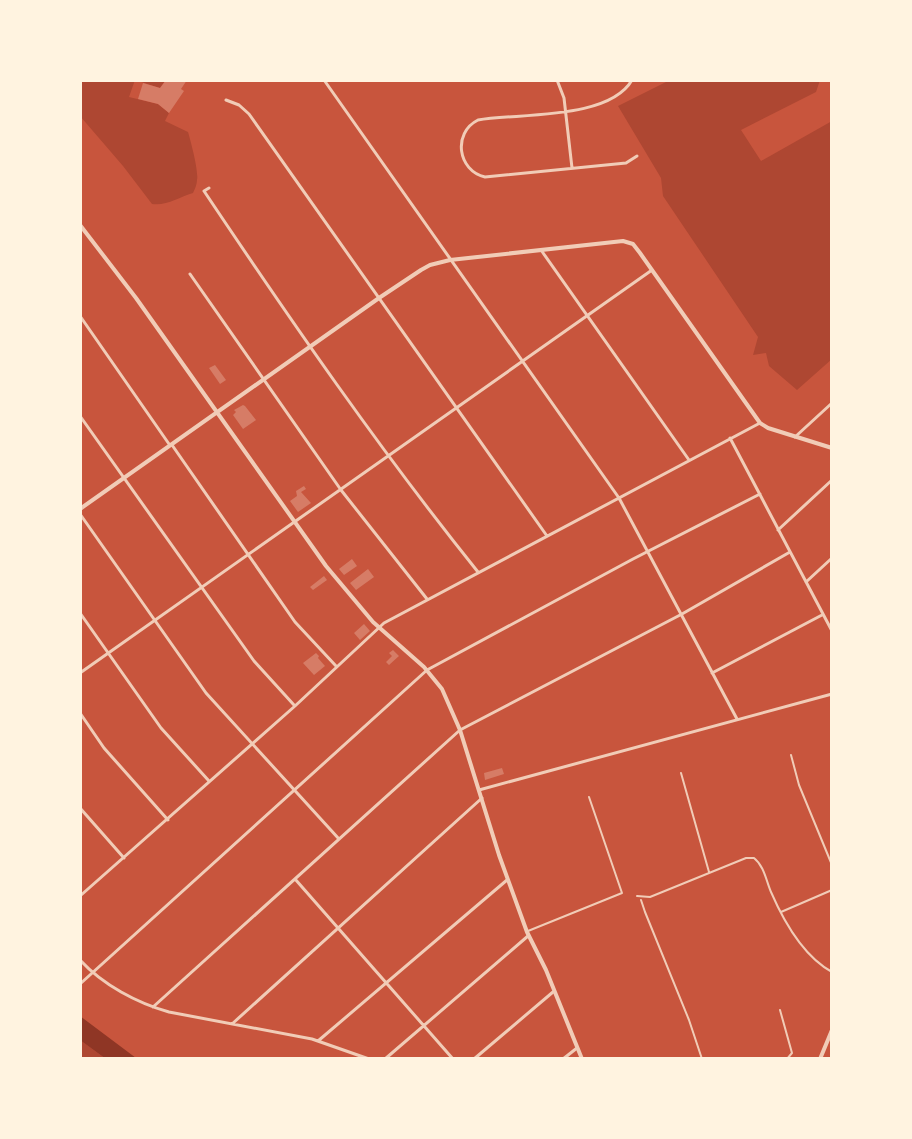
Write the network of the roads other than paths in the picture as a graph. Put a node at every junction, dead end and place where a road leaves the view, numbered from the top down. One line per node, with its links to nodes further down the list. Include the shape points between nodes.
1 (324, 80): 11 (street)
2 (557, 80): 5 (street)
3 (632, 80): 5 (street, via 602,105)
4 (226, 100): 14 (street, via 249,114)
5 (566, 111): 7 (street); 7 (street, via 475,121 462,137 463,158 470,171 485,177)
6 (637, 156): 7 (street, via 626,163)
7 (572, 168)
8 (209, 188): 17 (street, via 204,191)
9 (80, 225): 22 (street)
10 (541, 250): 11 (street); 12 (street, via 626,241); 15 (street)
11 (450, 260): 14 (street, via 430,265); 18 (street)
12 (652, 269): 15 (street); 24 (street)
13 (190, 274): 19 (street)
14 (379, 298): 17 (street); 21 (street)
15 (587, 315): 18 (street); 30 (street)
16 (80, 316): 27 (street)
17 (310, 347): 19 (street); 29 (street)
18 (523, 361): 21 (street); 35 (street)
19 (264, 380): 22 (street); 33 (street)
20 (832, 403): 25 (street)
21 (457, 408): 29 (street); 39 (street)
22 (217, 413): 27 (street); 37 (street)
23 (80, 416): 31 (street)
24 (760, 423): 25 (street); 26 (street)
25 (795, 437): 28 (street)
26 (730, 438): 30 (street); 34 (street)
27 (171, 445): 31 (street); 42 (street)
28 (832, 448)
29 (388, 456): 33 (street); 44 (street)
30 (689, 460): 35 (street)
31 (124, 479): 36 (street); 46 (street)
32 (832, 480): 38 (street)
33 (341, 490): 37 (street); 47 (street)
34 (760, 494): 38 (street); 40 (street)
35 (619, 498): 39 (street); 40 (street)
36 (80, 512): 51 (street)
37 (295, 522): 42 (street); 52 (street)
38 (778, 530): 41 (street)
39 (547, 536): 44 (street)
40 (648, 552): 49 (street); 56 (street)
41 (790, 552): 45 (street); 49 (street)
42 (248, 555): 46 (street); 55 (street, via 295,622)
43 (832, 558): 45 (street)
44 (478, 572): 47 (street)
45 (806, 582): 50 (street)
46 (201, 588): 51 (street); 60 (street, via 254,661)
47 (427, 599): 52 (street)
48 (80, 613): 54 (street)
49 (682, 614): 58 (street); 63 (street)
50 (823, 615): 53 (street); 58 (street)
51 (155, 621): 54 (street); 64 (street, via 206,693)
52 (379, 629): 55 (street); 56 (street)
53 (832, 631)
54 (109, 653): 57 (street); 67 (street, via 161,728)
55 (337, 668): 60 (street)
56 (427, 670): 63 (street, via 449,701); 68 (street)
57 (80, 673)
58 (712, 673): 62 (street)
59 (832, 694): 62 (street)
60 (295, 706): 64 (street)
61 (80, 713): 73 (street)
62 (737, 719): 69 (street)
63 (460, 730): 69 (street); 74 (street)
64 (252, 744): 67 (street); 68 (street)
65 (791, 755): 76 (lane)
66 (681, 773): 77 (lane)
67 (210, 782): 73 (street)
68 (294, 790): 74 (street); 87 (street)
69 (479, 790): 71 (street)
70 (589, 797): 84 (lane, via 622,893)
71 (482, 798): 79 (street); 83 (street)
72 (80, 808): 75 (street)
73 (168, 820): 75 (street)
74 (339, 839): 78 (street)
75 (124, 858): 81 (street)
76 (832, 865)
77 (710, 873): 82 (lane, via 746,858 757,859); 104 (lane, via 650,897 639,896)
78 (295, 879): 83 (street); 91 (street)
79 (508, 879): 84 (street); 88 (street)
80 (832, 890): 82 (lane)
81 (80, 896)
82 (780, 913): 86 (lane, via 815,961)
83 (338, 928): 88 (street); 93 (street)
84 (528, 934): 90 (street); 94 (street)
85 (80, 960): 87 (street)
86 (832, 972)
87 (92, 973): 89 (street); 91 (street)
88 (387, 983): 94 (street); 96 (street)
89 (80, 984)
90 (554, 991): 97 (street); 101 (street)
91 (153, 1007): 93 (street)
92 (780, 1010): 105 (lane, via 792,1053)
93 (232, 1024): 96 (street)
94 (424, 1026): 99 (street); 100 (street)
95 (832, 1030): 106 (street)
96 (318, 1041): 98 (street)
97 (577, 1048): 102 (street); 103 (street)
98 (369, 1059)
99 (385, 1059)
100 (453, 1059)
101 (474, 1059)
102 (563, 1059)
103 (582, 1059)
104 (702, 1059)
105 (787, 1059)
106 (820, 1059)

ACTIVITY.
Go through the records above and return every line that holds the string "lane".

TASK OUTPUT.
65 (791, 755): 76 (lane)
66 (681, 773): 77 (lane)
70 (589, 797): 84 (lane, via 622,893)
77 (710, 873): 82 (lane, via 746,858 757,859); 104 (lane, via 650,897 639,896)
80 (832, 890): 82 (lane)
82 (780, 913): 86 (lane, via 815,961)
92 (780, 1010): 105 (lane, via 792,1053)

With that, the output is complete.